In PHP, this is just not that hard. We put "php": "^7.1.3" in our composer.json file, and it will install on PHP >=7.1.3,<8.*. It will fail on <7.1.3 or on 8.x or on an 8.0 development version. It's all understood and supported by the tool.

So anyway: right now, we have a deployment process which is more or less "read the internet; build in place for production; swap symlink to make updated code available to the web server."

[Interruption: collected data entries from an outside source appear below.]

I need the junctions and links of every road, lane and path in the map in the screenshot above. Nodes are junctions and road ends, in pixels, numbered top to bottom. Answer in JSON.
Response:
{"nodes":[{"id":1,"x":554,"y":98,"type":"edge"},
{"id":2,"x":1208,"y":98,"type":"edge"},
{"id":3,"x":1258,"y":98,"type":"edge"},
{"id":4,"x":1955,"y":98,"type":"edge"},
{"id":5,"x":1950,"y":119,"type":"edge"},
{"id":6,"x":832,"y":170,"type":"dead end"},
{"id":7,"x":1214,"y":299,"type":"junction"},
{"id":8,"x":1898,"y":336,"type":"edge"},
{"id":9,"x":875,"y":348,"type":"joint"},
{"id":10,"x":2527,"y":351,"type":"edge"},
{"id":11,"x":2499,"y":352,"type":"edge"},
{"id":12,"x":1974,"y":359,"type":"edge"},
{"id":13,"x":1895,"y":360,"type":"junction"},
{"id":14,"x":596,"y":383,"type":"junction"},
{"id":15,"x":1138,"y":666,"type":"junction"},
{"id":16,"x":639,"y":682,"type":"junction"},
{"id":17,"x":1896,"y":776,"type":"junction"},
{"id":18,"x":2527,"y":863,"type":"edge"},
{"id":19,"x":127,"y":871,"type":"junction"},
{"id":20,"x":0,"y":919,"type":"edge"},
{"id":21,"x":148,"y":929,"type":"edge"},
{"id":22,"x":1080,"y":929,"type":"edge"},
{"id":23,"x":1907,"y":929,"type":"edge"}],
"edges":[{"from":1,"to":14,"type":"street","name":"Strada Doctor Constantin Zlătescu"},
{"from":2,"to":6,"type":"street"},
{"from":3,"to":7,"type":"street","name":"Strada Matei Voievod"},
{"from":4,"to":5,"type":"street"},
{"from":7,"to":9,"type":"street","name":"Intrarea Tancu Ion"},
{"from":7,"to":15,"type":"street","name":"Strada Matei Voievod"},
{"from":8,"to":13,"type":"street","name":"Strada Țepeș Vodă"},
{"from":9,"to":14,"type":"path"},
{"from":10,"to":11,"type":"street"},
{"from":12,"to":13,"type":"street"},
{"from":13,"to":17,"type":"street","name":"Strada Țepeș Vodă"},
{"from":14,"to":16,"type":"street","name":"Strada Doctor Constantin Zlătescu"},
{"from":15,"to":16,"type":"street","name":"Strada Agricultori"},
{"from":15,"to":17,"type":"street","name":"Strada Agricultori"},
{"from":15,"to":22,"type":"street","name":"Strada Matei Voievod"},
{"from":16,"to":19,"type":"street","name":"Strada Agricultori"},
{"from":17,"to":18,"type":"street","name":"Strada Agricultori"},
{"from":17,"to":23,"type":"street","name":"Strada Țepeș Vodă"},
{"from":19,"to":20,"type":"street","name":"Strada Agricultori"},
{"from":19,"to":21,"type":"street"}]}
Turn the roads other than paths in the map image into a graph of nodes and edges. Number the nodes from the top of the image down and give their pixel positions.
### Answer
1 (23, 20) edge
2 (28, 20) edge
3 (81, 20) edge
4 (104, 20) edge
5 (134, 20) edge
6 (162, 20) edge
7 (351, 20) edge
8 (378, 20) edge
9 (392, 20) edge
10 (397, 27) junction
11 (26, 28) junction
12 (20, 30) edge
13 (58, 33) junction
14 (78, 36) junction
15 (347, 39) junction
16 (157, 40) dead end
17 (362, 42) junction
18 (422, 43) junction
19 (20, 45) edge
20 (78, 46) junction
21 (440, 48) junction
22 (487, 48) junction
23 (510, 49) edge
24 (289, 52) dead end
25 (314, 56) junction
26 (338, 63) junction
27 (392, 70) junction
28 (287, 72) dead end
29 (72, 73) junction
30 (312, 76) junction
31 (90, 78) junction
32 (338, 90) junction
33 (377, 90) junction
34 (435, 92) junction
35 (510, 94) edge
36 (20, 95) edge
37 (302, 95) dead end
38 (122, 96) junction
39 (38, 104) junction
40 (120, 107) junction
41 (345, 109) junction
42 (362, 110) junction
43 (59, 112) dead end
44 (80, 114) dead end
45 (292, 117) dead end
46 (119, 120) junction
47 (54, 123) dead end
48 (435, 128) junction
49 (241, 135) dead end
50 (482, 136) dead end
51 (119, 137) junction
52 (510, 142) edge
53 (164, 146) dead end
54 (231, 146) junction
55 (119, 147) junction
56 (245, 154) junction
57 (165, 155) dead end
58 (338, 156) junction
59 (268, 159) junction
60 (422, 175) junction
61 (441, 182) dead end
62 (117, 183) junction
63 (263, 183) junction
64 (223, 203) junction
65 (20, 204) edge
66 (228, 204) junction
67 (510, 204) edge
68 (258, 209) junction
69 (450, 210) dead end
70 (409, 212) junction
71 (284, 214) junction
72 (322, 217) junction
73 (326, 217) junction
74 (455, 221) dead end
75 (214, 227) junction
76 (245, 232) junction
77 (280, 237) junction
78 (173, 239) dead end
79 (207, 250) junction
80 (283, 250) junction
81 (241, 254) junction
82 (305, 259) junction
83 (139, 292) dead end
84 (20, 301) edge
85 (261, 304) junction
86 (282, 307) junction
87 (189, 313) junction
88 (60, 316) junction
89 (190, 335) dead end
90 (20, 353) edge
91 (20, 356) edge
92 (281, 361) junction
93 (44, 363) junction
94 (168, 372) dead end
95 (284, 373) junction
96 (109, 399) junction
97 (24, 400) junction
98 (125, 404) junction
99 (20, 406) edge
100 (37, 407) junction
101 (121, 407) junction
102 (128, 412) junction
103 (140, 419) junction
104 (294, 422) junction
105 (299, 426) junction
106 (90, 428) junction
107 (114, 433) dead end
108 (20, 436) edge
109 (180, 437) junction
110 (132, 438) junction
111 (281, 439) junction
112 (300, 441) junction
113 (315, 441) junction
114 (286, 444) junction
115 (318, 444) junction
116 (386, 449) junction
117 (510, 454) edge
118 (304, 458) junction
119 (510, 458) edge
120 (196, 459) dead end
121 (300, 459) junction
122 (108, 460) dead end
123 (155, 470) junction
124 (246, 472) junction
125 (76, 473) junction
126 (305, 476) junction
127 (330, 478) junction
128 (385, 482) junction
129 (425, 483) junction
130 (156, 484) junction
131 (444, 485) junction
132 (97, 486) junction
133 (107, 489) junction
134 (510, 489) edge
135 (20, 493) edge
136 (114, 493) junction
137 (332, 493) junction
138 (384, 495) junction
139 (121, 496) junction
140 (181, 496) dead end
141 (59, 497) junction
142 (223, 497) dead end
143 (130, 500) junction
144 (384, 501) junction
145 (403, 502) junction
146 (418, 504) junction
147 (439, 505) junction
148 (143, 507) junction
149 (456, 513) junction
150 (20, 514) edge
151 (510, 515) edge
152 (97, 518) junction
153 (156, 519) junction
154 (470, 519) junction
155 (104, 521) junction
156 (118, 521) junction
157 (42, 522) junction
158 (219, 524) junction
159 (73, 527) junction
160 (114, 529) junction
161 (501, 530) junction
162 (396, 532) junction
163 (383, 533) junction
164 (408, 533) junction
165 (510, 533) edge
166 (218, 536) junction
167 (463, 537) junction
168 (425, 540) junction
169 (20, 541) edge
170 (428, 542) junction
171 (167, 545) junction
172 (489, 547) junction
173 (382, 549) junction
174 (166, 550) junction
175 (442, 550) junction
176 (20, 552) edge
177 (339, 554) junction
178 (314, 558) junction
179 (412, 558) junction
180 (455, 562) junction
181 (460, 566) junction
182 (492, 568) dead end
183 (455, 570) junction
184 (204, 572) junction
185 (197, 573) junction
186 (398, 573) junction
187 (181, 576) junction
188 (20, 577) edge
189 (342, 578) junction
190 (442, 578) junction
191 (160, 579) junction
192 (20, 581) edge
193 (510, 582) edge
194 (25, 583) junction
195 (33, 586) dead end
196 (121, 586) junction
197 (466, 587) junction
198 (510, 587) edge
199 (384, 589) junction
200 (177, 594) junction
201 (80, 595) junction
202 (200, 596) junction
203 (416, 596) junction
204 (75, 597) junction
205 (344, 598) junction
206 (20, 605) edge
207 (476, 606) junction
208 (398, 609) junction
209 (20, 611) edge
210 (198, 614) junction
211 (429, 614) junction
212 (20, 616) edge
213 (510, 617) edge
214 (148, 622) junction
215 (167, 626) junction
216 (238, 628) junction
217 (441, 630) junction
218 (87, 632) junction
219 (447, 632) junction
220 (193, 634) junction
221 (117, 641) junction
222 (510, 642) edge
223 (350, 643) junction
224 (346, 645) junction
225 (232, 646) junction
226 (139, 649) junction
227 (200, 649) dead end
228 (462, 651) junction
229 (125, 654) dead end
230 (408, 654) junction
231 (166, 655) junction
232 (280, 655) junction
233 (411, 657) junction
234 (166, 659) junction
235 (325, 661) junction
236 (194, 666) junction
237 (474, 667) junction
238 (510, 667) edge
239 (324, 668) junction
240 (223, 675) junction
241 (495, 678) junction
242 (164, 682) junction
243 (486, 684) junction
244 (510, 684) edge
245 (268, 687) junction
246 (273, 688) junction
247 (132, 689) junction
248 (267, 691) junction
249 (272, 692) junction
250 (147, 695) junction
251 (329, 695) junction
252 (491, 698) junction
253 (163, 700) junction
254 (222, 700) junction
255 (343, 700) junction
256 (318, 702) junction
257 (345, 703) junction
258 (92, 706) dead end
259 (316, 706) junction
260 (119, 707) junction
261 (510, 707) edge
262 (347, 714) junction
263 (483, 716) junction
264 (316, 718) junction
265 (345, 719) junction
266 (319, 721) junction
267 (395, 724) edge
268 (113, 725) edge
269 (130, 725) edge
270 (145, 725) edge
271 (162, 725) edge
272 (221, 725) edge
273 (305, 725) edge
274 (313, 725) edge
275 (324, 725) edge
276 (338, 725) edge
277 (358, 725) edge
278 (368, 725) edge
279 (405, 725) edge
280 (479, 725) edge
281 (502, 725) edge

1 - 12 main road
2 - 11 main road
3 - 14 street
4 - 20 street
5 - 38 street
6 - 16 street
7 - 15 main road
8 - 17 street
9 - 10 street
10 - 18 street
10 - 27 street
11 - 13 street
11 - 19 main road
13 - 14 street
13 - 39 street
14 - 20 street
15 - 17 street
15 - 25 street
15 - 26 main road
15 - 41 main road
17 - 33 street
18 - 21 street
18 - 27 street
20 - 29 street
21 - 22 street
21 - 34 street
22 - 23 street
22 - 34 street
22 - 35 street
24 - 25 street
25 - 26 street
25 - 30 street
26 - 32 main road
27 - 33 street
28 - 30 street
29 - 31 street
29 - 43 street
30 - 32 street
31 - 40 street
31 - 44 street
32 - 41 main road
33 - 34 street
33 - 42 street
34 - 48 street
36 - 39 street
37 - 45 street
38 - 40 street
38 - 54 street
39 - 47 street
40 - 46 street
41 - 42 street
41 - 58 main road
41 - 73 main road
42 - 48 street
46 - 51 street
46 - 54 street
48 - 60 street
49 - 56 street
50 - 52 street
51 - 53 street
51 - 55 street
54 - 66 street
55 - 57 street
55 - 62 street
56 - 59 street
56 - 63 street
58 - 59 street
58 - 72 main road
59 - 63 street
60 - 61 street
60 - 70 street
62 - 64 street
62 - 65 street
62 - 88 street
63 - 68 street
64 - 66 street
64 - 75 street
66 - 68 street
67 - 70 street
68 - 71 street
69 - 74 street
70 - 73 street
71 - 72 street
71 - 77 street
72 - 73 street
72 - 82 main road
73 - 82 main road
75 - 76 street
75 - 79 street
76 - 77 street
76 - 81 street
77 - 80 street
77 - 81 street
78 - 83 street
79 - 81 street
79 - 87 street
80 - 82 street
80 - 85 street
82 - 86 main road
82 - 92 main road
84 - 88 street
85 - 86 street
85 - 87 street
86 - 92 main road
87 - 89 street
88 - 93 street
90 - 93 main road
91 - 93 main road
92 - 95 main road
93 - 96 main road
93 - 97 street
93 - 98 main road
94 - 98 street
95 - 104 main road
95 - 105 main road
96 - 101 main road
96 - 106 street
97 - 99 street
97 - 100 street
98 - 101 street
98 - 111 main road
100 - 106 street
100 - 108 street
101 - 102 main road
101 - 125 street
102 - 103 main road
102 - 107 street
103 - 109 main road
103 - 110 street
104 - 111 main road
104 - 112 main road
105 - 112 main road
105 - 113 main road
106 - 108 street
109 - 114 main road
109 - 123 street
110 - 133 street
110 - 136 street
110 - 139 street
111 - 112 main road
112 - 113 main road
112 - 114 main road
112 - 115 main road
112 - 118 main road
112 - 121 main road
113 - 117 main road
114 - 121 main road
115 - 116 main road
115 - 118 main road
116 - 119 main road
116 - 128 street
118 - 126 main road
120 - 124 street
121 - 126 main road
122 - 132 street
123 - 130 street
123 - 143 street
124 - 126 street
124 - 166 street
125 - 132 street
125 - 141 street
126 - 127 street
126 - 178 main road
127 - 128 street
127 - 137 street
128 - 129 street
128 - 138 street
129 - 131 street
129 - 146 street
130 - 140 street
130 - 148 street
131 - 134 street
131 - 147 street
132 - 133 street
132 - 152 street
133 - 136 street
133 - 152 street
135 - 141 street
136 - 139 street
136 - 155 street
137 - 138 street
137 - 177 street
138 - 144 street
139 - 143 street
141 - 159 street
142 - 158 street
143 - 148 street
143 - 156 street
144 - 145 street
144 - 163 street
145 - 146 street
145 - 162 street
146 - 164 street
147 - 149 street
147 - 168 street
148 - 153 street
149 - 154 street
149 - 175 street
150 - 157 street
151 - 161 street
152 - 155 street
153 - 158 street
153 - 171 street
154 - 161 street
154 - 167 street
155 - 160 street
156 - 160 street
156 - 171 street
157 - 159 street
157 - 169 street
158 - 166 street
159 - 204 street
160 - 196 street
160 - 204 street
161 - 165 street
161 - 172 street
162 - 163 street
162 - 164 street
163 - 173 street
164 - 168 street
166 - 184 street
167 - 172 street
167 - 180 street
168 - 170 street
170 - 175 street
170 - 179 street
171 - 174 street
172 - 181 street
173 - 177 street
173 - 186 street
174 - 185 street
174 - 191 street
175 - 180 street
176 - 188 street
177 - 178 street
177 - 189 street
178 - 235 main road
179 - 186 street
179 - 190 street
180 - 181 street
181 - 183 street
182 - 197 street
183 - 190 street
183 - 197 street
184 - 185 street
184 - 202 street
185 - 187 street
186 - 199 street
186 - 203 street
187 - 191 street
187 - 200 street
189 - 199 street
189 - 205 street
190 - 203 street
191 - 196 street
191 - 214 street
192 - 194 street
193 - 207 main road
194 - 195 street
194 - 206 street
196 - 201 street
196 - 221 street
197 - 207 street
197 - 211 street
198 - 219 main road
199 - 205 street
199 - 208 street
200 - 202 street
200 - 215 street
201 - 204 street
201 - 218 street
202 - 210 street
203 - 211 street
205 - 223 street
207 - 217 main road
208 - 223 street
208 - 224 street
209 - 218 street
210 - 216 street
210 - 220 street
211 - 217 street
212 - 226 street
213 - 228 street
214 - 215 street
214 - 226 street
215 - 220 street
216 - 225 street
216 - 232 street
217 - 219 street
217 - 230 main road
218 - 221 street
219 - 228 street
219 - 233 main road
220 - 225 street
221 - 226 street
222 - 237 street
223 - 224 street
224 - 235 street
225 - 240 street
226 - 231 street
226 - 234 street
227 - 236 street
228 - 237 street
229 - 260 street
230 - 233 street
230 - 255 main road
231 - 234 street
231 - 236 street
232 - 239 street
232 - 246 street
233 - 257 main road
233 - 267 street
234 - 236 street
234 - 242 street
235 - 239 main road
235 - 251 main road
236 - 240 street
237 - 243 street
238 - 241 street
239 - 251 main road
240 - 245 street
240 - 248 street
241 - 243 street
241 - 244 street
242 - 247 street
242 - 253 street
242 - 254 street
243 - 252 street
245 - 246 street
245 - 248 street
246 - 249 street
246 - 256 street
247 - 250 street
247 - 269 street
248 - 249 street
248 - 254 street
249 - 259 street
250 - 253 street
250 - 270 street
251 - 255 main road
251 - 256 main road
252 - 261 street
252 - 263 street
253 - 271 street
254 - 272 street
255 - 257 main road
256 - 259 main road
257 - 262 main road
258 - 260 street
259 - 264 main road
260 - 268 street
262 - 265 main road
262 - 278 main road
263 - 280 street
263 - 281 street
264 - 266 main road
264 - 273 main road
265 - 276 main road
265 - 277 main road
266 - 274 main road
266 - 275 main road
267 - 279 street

The end goal is to move the production deployment process to "extract a tarball; swap symlink." To do this, we need to create the tarball with "read the internet; build in place; roll into tarball" prior. And AFAICT, building a virtualenv into a tarball will package everything successfully, similar to Composer, but it will also bake in all the absolute paths to the build process's Python installation.

Pipfile and Pipfile.lock look like what I want (deterministic dependency selection in the build stage, and with the environment variable, in-project vendoring of those dependencies) but it seems like it's fundamentally built on virtualenv, which seems to be a thing that I don't want. I obviously want dependencies like aiobotocore vendored, but I don't necessarily want "the python binary" and everything at that layer. I especially don't want any symlinks pointing outside the build root to be put into the tarball.

Overall, I think pipenv is trying to solve my problem? But it has dragged in virtualenv to do it, which "vendors too much stuff," and it has never been clear to me what benefit I'm supposed to get from having a bloated virtualenv. And also, virtualenv doesn't fully support relocatable environments, which is another problem to overcome. In the past, it has been fairly benign, but now it has turned adversarial.

(We have the technical capability to make the build server and the production server match, file path for file path, exactly. But my devops-senses tell me that tightly coupling these things is a poor management decision, which seems to imply poor design on the part of virtualenv at least. And that contaminates everything built on top of it.)